Ma question concerne l'existence d'une définition halakhique des sfarim et des lectures qui sont considérés comme du "Limoud Torah". Evidemment il n'y a pas de question lorsque quelqu'un étudie une page de guemara, des commentateurs du talmud ou du 'houmash-rashi, mais dès que l'on s'éloigne un peu du noyau "canonique" de la tradition et des auteurs unanimement reconnus, où place-t-on la limite ? (selon vous et selon les poskim qui auraient traité la question)
Quelqu'un qui fait du Moré Nevoukhim accomplit-il la mitsva de Talmoud Torah ?
Et quelqu'un qui lit les Sipourei Maassiyot de Rabbi Na'hman ?
Que penser de quelqu'un qui lit un livre d'histoire juive ou la biographie d'un rav important ?
Que direz-vous si l'on s'éloigne encore plus : étudier des mathématiques ou de la géométrie pour comprendre un Tossfot dans Soukka, de l'astronomie pour comprendre Hilkhot Kiddouch ha'Hodech, ou encore de la philosophie aristotélicienne pour comprendre Hilkhot Yessodei haTorah ? (dans certains cas il s'agira même de livres écrits par des non juifs...)
L'intention que l'on a au moment de la lecture est-elle déterminante ou les mots du texte ont un statut "sacré" peu importe ce que l'on y cherche ? (Ou peut-être que les deux paramètres coexistent)

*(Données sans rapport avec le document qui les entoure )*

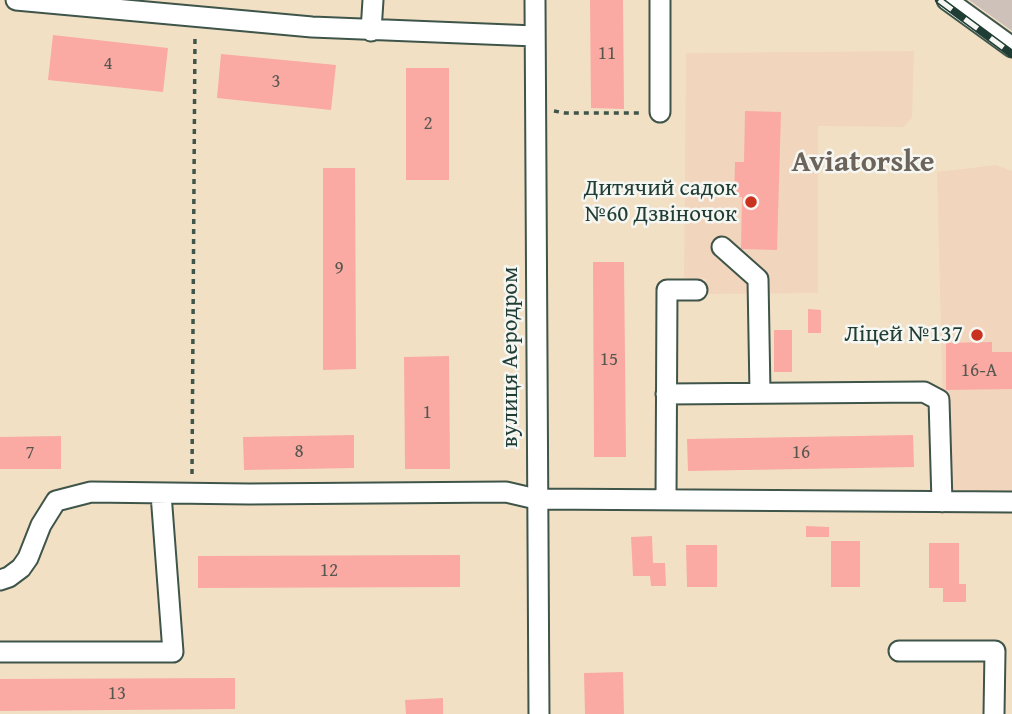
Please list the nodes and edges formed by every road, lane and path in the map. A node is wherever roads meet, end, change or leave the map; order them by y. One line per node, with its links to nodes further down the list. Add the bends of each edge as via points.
1 (16, 0): 6 (street)
2 (373, 0): 7 (street)
3 (535, 0): 8 (street, вулиця Аеродром)
4 (660, 0): 11 (street)
5 (947, 0): 9 (street)
6 (195, 17): 7 (street); 17 (path)
7 (371, 31): 8 (street)
8 (535, 36): 10 (street, вулиця Аеродром)
9 (1012, 47)
10 (535, 107): 11 (path, via 565,113); 18 (street, вулиця Аеродром)
11 (660, 112)
12 (722, 247): 14 (street, via 758,279)
13 (697, 290): 15 (street, via 667,290)
14 (760, 393): 15 (street); 20 (street, via 924,392 939,400)
15 (666, 394): 19 (street)
16 (161, 494): 17 (street); 22 (street, via 91,492 56,501 21,568); 24 (street, via 173,652)
17 (192, 494): 18 (street, via 506,492)
18 (536, 499): 19 (street); 25 (street, вулиця Аеродром)
19 (666, 500): 20 (street)
20 (942, 502): 21 (street)
21 (1012, 502)
22 (0, 580)
23 (899, 651): 26 (street, via 995,651)
24 (0, 652)
25 (539, 714)
26 (994, 714)

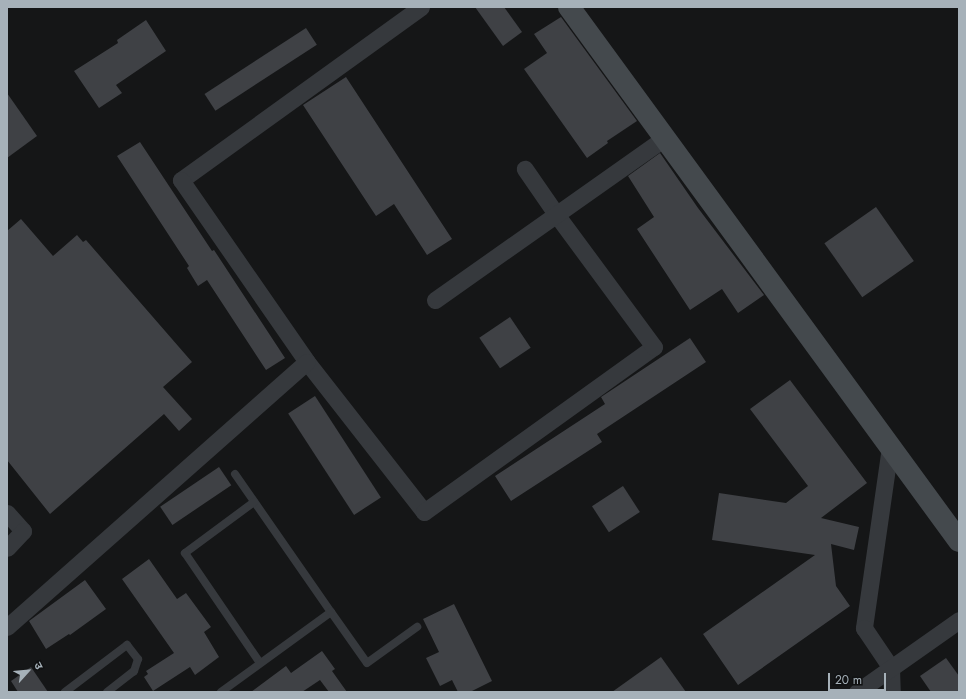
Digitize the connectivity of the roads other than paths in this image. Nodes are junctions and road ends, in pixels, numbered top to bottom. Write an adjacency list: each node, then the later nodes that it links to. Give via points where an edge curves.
1 (421, 7): 7 (street, via 181,180)
2 (569, 7): 3 (street)
3 (665, 138): 5 (street); 8 (street)
4 (525, 168): 5 (street)
5 (556, 214): 6 (street); 7 (street, via 654,347 424,512)
6 (435, 300)
7 (307, 362): 17 (street)
8 (890, 447): 12 (street); 19 (street, via 864,628)
9 (235, 474): 10 (lane)
10 (254, 502): 14 (lane); 18 (lane, via 185,553)
11 (7, 513): 13 (street, via 23,531)
12 (959, 541)
13 (7, 548)
14 (331, 612): 16 (lane, via 367,663); 18 (lane)
15 (959, 620): 19 (street)
16 (417, 627)
17 (7, 628)
18 (260, 663): 22 (lane)
19 (891, 668): 23 (street); 24 (street)
20 (65, 692): 21 (lane, via 127,644 138,659 134,671)
21 (107, 692)
22 (221, 692)
23 (857, 692)
24 (892, 692)

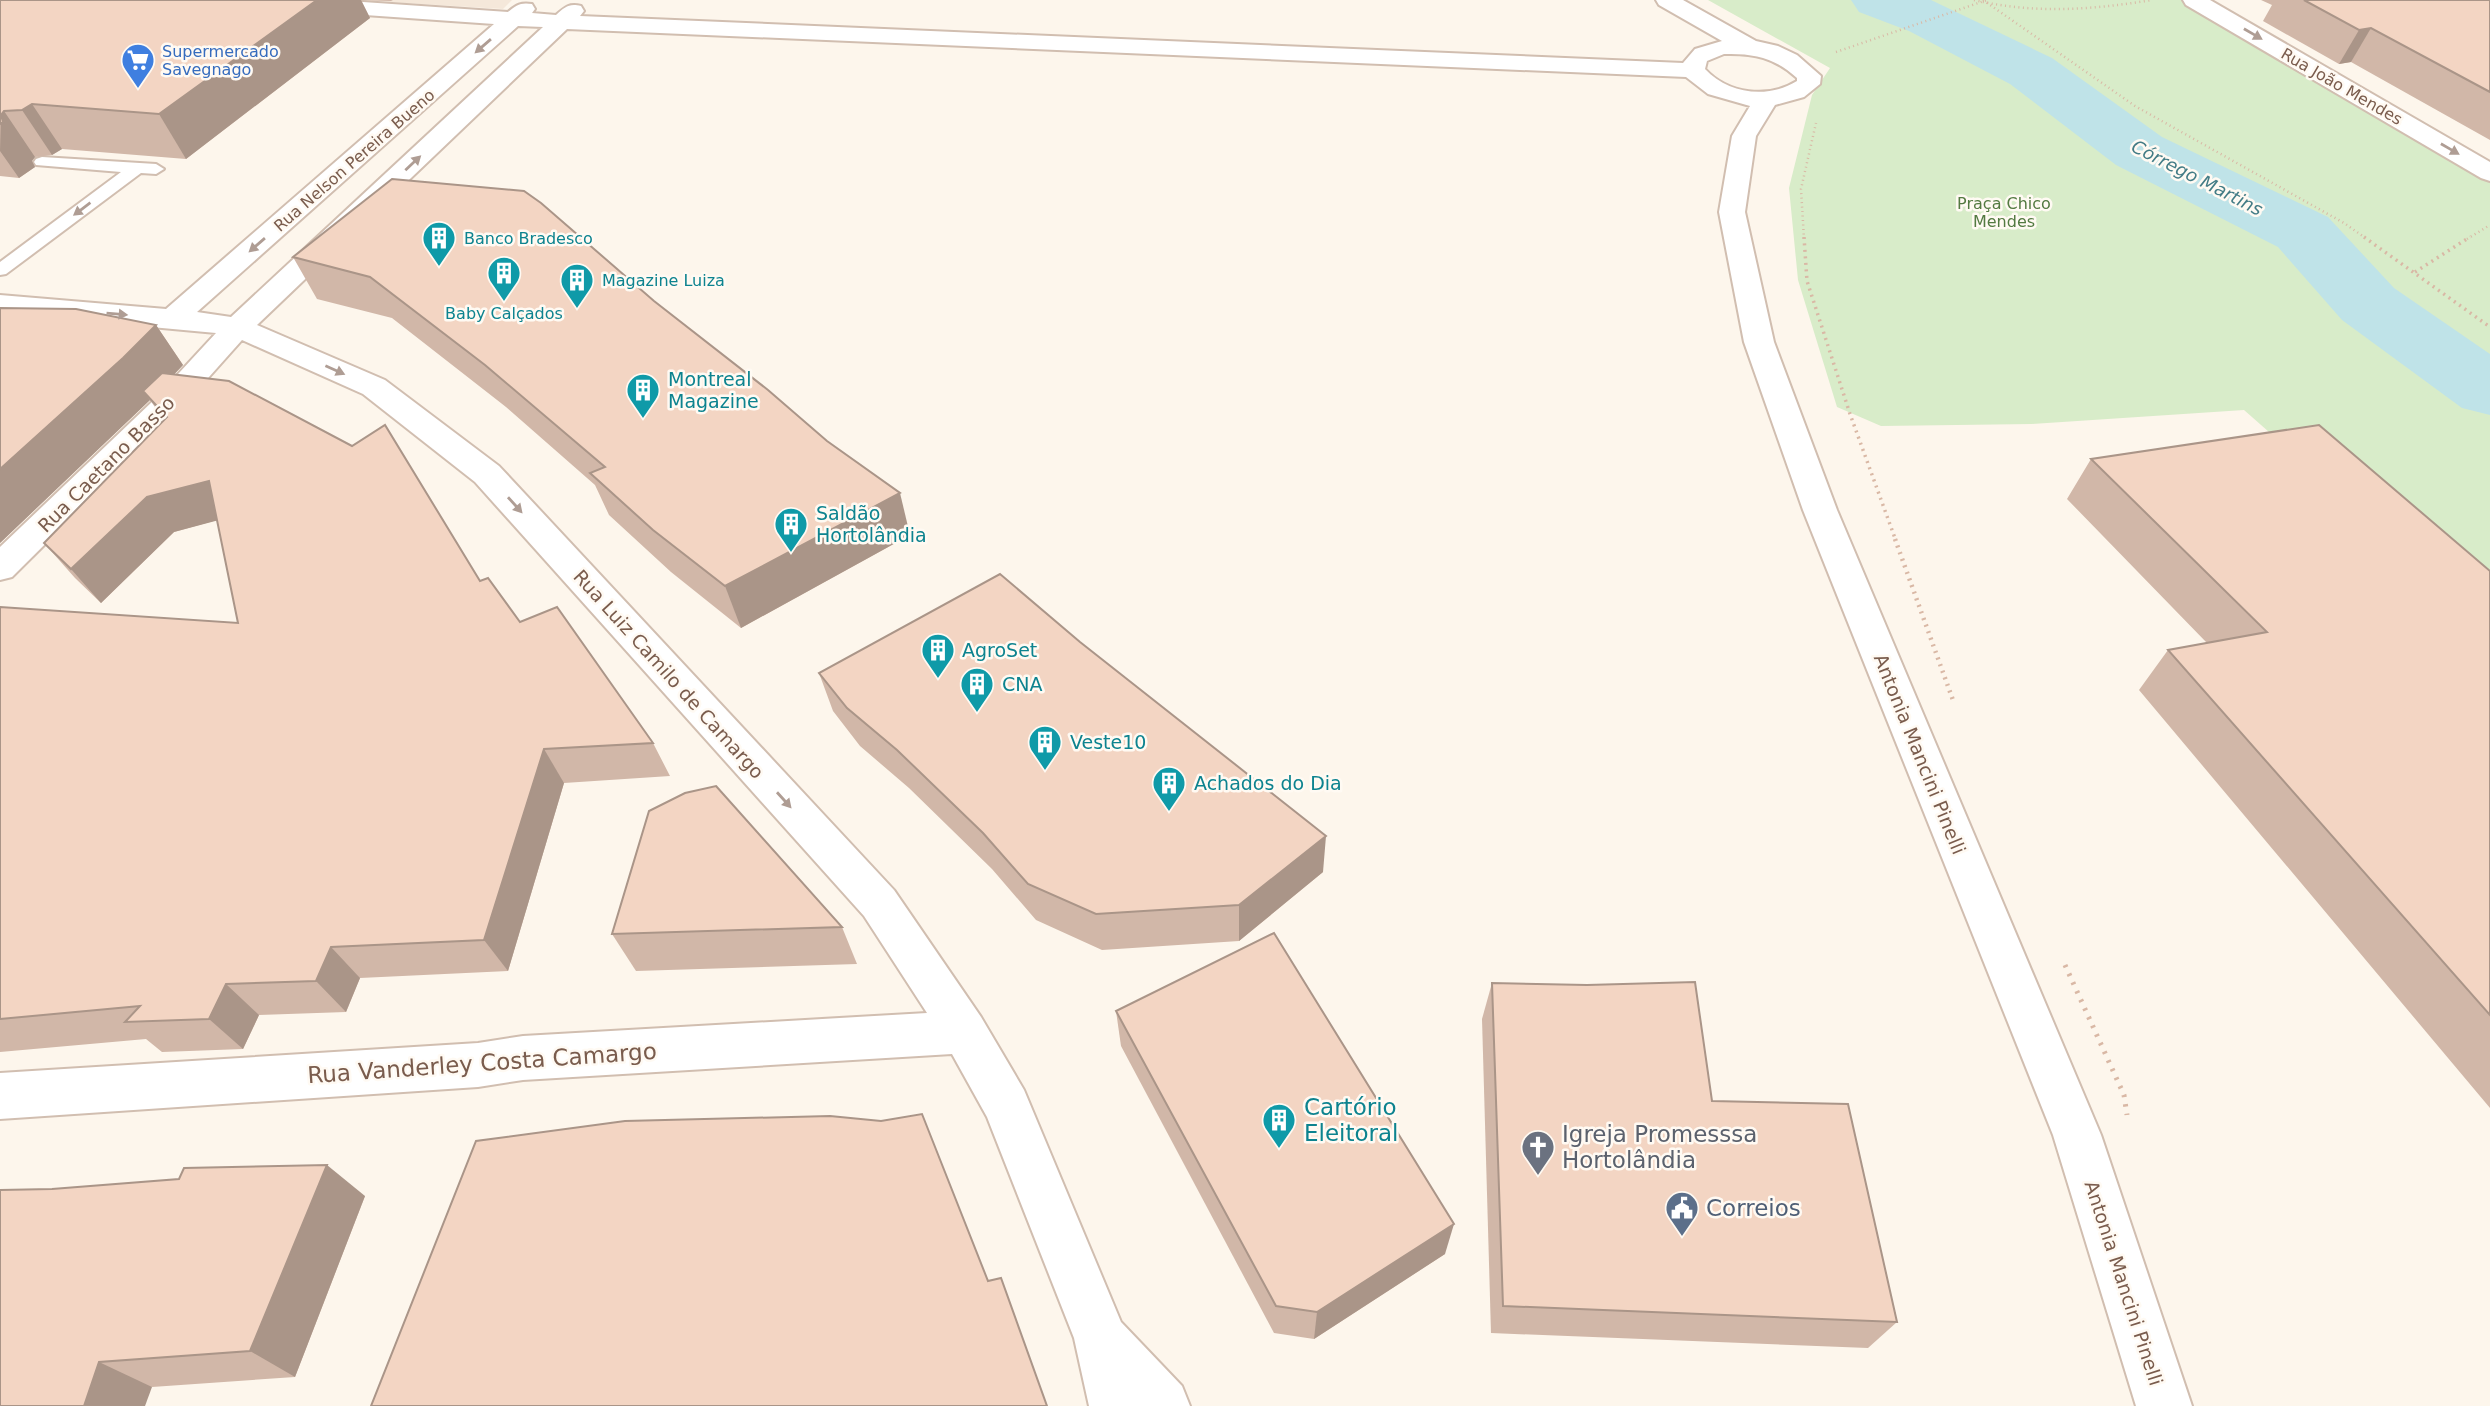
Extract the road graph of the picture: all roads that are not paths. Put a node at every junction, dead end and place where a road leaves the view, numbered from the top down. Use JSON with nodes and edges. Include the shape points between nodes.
{"nodes":[{"id":1,"x":238,"y":0,"type":"edge"},
{"id":2,"x":533,"y":0,"type":"edge"},
{"id":3,"x":583,"y":0,"type":"edge"},
{"id":4,"x":1667,"y":0,"type":"edge"},
{"id":5,"x":2194,"y":0,"type":"edge"},
{"id":6,"x":515,"y":18,"type":"junction"},
{"id":7,"x":557,"y":27,"type":"junction"},
{"id":8,"x":1751,"y":48,"type":"junction"},
{"id":9,"x":1701,"y":78,"type":"junction"},
{"id":10,"x":1767,"y":98,"type":"junction"},
{"id":11,"x":42,"y":162,"type":"dead end"},
{"id":12,"x":137,"y":168,"type":"junction"},
{"id":13,"x":156,"y":169,"type":"dead end"},
{"id":14,"x":2490,"y":173,"type":"edge"},
{"id":15,"x":0,"y":270,"type":"edge"},
{"id":16,"x":0,"y":304,"type":"edge"},
{"id":17,"x":173,"y":318,"type":"junction"},
{"id":18,"x":238,"y":327,"type":"junction"},
{"id":19,"x":0,"y":568,"type":"edge"},
{"id":20,"x":965,"y":1032,"type":"junction"},
{"id":21,"x":0,"y":1097,"type":"edge"},
{"id":22,"x":1101,"y":1338,"type":"junction"},
{"id":23,"x":1117,"y":1406,"type":"edge"},
{"id":24,"x":1162,"y":1406,"type":"edge"},
{"id":25,"x":2164,"y":1406,"type":"edge"}],
"edges":[{"from":1,"to":6,"type":"street"},
{"from":2,"to":6,"type":"street","name":"Rua Nelson Pereira Bueno"},
{"from":3,"to":7,"type":"street","name":"Rua Nelson Pereira Bueno"},
{"from":4,"to":8,"type":"street"},
{"from":5,"to":14,"type":"street","name":"Rua João Mendes","one_way":true},
{"from":6,"to":7,"type":"street"},
{"from":6,"to":17,"type":"street","name":"Rua Nelson Pereira Bueno","one_way":true},
{"from":7,"to":9,"type":"street"},
{"from":18,"to":7,"type":"street","name":"Rua Nelson Pereira Bueno","one_way":true},
{"from":8,"to":9,"type":"street","via":[[1724,47],[1698,56],[1693,62]]},
{"from":8,"to":10,"type":"street","via":[[1791,59],[1809,76],[1808,84],[1799,91]]},
{"from":9,"to":10,"type":"street","via":[[1736,95]]},
{"from":10,"to":25,"type":"street","name":"Antonia Mancini Pinelli","via":[[1744,136],[1732,212],[1759,342],[1820,510],[2077,1135]]},
{"from":11,"to":12,"type":"lane"},
{"from":12,"to":13,"type":"lane"},
{"from":12,"to":15,"type":"lane","one_way":true},
{"from":16,"to":17,"type":"street","name":"Rua Luiz Camilo de Camargo","one_way":true},
{"from":17,"to":18,"type":"street","name":"Rua Luiz Camilo de Camargo"},
{"from":18,"to":19,"type":"street","name":"Rua Caetano Basso","via":[[165,407]]},
{"from":18,"to":20,"type":"street","name":"Rua Luiz Camilo de Camargo","one_way":true,"via":[[374,387],[487,474],[879,903]]},
{"from":20,"to":21,"type":"street","name":"Rua Vanderley Costa Camargo","via":[[523,1058],[478,1065]]},
{"from":20,"to":22,"type":"street","name":"Rua Luiz Camilo de Camargo","via":[[1007,1106]]},
{"from":22,"to":23,"type":"street","name":"Rua Luiz Camilo de Camargo"},
{"from":22,"to":24,"type":"street","name":"Rua Luiz Camilo de Camargo"}]}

Il me semble qu'au-delà de l'importance "hashkafatique" de la question, cela a deux conséquences halakhiques de taille : le 'hiyouv de réciter la berakha du limoud torah et l'interdit de faire ces lectures aux toilettes.

Merci beaucoup !
Betsalel
Rav Binyamin Wattenberg
Messages: 6664
Citation:
Bonjour Rav Wattenberg, et merci pour vos réponses érudites et instructives qui m'ont beaucoup éclairé depuis que je vous lis !
Ma question concerne l'existence d'une définition halakhique des sfarim et des lectures qui sont considérés comme du "Limoud Torah". Evidemment il n'y a pas de question lorsque quelqu'un étudie une page de guemara, des commentateurs du talmud ou du 'houmash-rashi, mais dès que l'on s'éloigne un peu du noyau "canonique" de la tradition et des auteurs unanimement reconnus, où place-t-on la limite ? (selon vous et selon les poskim qui auraient traité la question)
Quelqu'un qui fait du Moré Nevoukhim accomplit-il la mitsva de Talmoud Torah ?
Et quelqu'un qui lit les Sipourei Maassiyot de Rabbi Na'hman ?
Que penser de quelqu'un qui lit un livre d'histoire juive ou la biographie d'un rav important ?
Que direz-vous si l'on s'éloigne encore plus : étudier des mathématiques ou de la géométrie pour comprendre un Tossfot dans Soukka, de l'astronomie pour comprendre Hilkhot Kiddouch ha'Hodech, ou encore de la philosophie aristotélicienne pour comprendre Hilkhot Yessodei haTorah ? (dans certains cas il s'agira même de livres écrits par des non juifs...)
L'intention que l'on a au moment de la lecture est-elle déterminante ou les mots du texte ont un statut "sacré" peu importe ce que l'on y cherche ? (Ou peut-être que les deux paramètres coexistent)
Il me semble qu'au-delà de l'importance "hashkafatique" de la question, cela a deux conséquences halakhiques de taille : le 'hiyouv de réciter la berakha du limoud torah et l'interdit de faire ces lectures aux toilettes.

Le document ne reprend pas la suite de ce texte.